Flying Characteristics of the Transverse and Negative Pressure Contour (“TNP”) Slider Air Bearing

Abstract

The TNP contour air bearing slider is composed of oversized transverse pressure contour (TPC) outer rails and a central negative pressure (NP) cavity. The NP cavity is separated from the TPC rails by an ambient pressure reservoir which serves two functions. First, it prevents direct hydrodynamic interaction between the various component air bearing surfaces and thus, eliminates pressure distortion and dilution, common causes of problems related to flying height and roll angle control. Second, the ambient reservoir allows the TPC rails and NP cavity to be configured and dimensioned independently so that they will track each other with a nearly constant force difference, resulting in a flying height that has significantly reduced sensitivity to altitude change. The multi-function TPC sections of the outside rails are able to overcome the effects of a changing radius and wide skew angle variation over the disk radius as well as a changing vacuum load and asymmetry of the NP cavity pressure, in order to provide a truly constant low flying height over the entire data surface. The combination of a high air bearing stiffness and a gradually developing cavity vacuum as disk velocity increases produces a rapid slider take-off from the disk surface.
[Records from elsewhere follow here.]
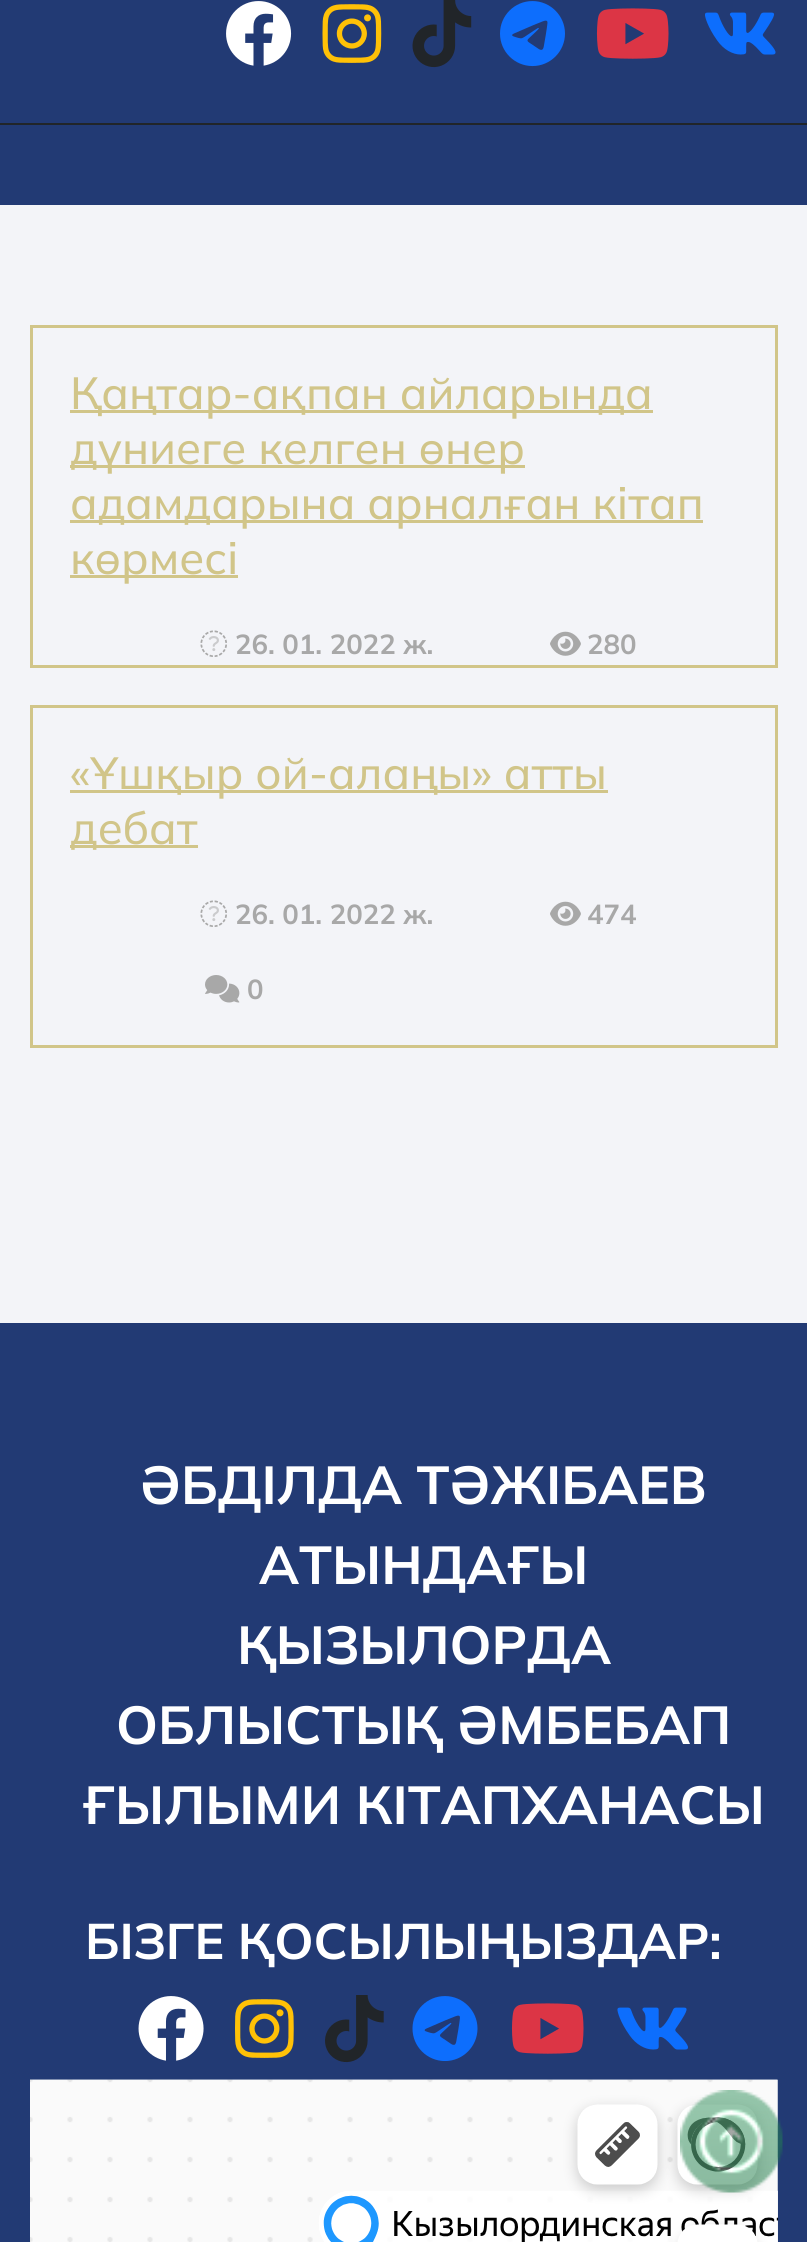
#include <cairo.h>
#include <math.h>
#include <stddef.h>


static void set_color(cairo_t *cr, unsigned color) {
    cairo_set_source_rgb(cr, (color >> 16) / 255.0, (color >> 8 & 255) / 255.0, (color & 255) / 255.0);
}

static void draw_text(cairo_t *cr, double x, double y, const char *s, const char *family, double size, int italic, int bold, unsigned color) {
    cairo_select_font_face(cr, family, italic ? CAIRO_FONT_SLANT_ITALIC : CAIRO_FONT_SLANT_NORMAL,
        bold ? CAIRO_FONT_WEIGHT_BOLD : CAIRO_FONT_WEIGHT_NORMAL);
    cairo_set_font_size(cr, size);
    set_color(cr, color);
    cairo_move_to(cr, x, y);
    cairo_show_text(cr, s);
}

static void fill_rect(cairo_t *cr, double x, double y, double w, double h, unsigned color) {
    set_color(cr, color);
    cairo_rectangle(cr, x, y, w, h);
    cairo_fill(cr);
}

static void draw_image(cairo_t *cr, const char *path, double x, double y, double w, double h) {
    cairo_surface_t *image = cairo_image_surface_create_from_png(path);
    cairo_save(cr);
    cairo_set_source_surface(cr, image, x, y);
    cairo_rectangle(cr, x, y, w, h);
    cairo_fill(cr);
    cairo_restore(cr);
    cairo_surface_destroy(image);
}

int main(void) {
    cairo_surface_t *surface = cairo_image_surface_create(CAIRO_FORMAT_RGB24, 807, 2242);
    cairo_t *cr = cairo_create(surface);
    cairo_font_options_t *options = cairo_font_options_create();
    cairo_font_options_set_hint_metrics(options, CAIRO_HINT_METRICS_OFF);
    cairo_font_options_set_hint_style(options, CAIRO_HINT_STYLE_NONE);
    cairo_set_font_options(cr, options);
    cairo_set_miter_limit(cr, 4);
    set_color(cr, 0xF3F4F8);
    cairo_paint(cr);
    fill_rect(cr, 0, 0, 807, 123, 0x223A74);
    fill_rect(cr, 0, 123, 807, 2, 0x212529);
    draw_image(cr, "assets/img1.png", 226, 1, 66, 65);
    draw_image(cr, "assets/img2.png", 322, 4, 60, 59);
    draw_image(cr, "assets/img3.png", 412, 0, 60, 68);
    draw_image(cr, "assets/img4.png", 500, 1, 65, 66);
    draw_image(cr, "assets/img5.png", 596, 8, 73, 51);
    draw_image(cr, "assets/img6.png", 705, 12, 71, 43);
    fill_rect(cr, 0, 125, 807, 80, 0x223A74);
    cairo_rectangle(cr, 31.5, 326.5, 745, 340);
    set_color(cr, 0xD1C589);
    cairo_set_line_width(cr, 3);
    cairo_stroke(cr);
    fill_rect(cr, 70, 410, 583, 3, 0xD1C589);
    draw_text(cr, 70, 409, "Қаңтар-ақпан айларында", "Mulish Medium", 45, 0, 0, 0xD1C589);
    fill_rect(cr, 70, 465, 455, 3, 0xD1C589);
    draw_text(cr, 70, 464, "дүниеге келген өнер", "Mulish Medium", 45, 0, 0, 0xD1C589);
    fill_rect(cr, 70, 520, 633, 3, 0xD1C589);
    draw_text(cr, 70, 519, "адамдарына арналған кітап", "Mulish Medium", 45, 0, 0, 0xD1C589);
    fill_rect(cr, 70, 575, 168, 3, 0xD1C589);
    draw_text(cr, 70, 574, "көрмесі", "Mulish Medium", 45, 0, 0, 0xD1C589);
    draw_image(cr, "assets/img7.png", 200, 630, 27, 27);
    draw_text(cr, 235, 654, "26. 01. 2022 ж.", "Mulish", 27.5, 0, 1, 0xA8A8A8);
    draw_image(cr, "assets/img8.png", 550, 631, 31, 25);
    draw_text(cr, 587, 654, "280", "Mulish", 27.5, 0, 1, 0xA8A8A8);
    cairo_rectangle(cr, 31.5, 706.5, 745, 340);
    set_color(cr, 0xD1C589);
    cairo_stroke(cr);
    fill_rect(cr, 70, 790, 538, 3, 0xD1C589);
    draw_text(cr, 70, 789, "«Ұшқыр ой-алаңы» атты", "Mulish Medium", 45, 0, 0, 0xD1C589);
    fill_rect(cr, 70, 845, 128, 3, 0xD1C589);
    draw_text(cr, 70, 844, "дебат", "Mulish Medium", 45, 0, 0, 0xD1C589);
    draw_image(cr, "assets/img7.png", 200, 900, 27, 27);
    draw_text(cr, 235, 924, "26. 01. 2022 ж.", "Mulish", 27.5, 0, 1, 0xA8A8A8);
    draw_image(cr, "assets/img8.png", 550, 901, 31, 25);
    draw_text(cr, 587, 924, "474", "Mulish", 27.5, 0, 1, 0xA8A8A8);
    draw_image(cr, "assets/img9.png", 205, 975, 35, 28);
    draw_text(cr, 247, 999, "0", "Mulish", 27.5, 0, 1, 0xA8A8A8);
    fill_rect(cr, 0, 1323, 807, 919, 0x223A74);
    draw_text(cr, 140, 1504, "ӘБДІЛДА ТӘЖІБАЕВ", "Mulish", 53.4, 0, 1, 0xFFFFFF);
    draw_text(cr, 259, 1584, "АТЫНДАҒЫ", "Mulish", 53.4, 0, 1, 0xFFFFFF);
    draw_text(cr, 237, 1664, "ҚЫЗЫЛОРДА", "Mulish", 53.4, 0, 1, 0xFFFFFF);
    draw_text(cr, 116, 1744, "ОБЛЫСТЫҚ ӘМБЕБАП", "Mulish", 53.4, 0, 1, 0xFFFFFF);
    draw_text(cr, 82, 1824, "ҒЫЛЫМИ КІТАПХАНАСЫ", "Mulish", 53.4, 0, 1, 0xFFFFFF);
    draw_text(cr, 85, 1959, "БІЗГЕ ҚОСЫЛЫҢЫЗДАР:", "Mulish", 50, 0, 1, 0xFFFFFF);
    draw_image(cr, "assets/img10.png", 138, 1996, 66, 65);
    draw_image(cr, "assets/img11.png", 235, 1999, 59, 59);
    draw_image(cr, "assets/img12.png", 325, 1995, 59, 68);
    draw_image(cr, "assets/img13.png", 412, 1996, 66, 65);
    draw_image(cr, "assets/img5.png", 511, 2003, 73, 51);
    draw_image(cr, "assets/img14.png", 617, 2007, 71, 43);
    draw_image(cr, "assets/img15.png", 30, 2079, 748, 163);
    draw_image(cr, "assets/img16.png", 680, 2090, 103, 103);
    cairo_surface_write_to_png(surface, "output.png");
    cairo_font_options_destroy(options);
    cairo_destroy(cr);
    cairo_surface_destroy(surface);
    return 0;
}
Dynamic stability of the TNP slider air bearing is enhanced by the unusual combination of a high air bearing stiffness and high air film damping in each of the three slider excursion modes. Finally, the TNP slider experiences a reduced sensitivity of flying height to manufacturing and operational tolerances as compared to non-NP type sliders. The entire TNP slider air bearing is created by a two-etch process. A shallow etch creates the TPC sections and leading edge step. A deeper etch forms the NP cavity, ambient pressure reservoir, and outermost edge of each side rail.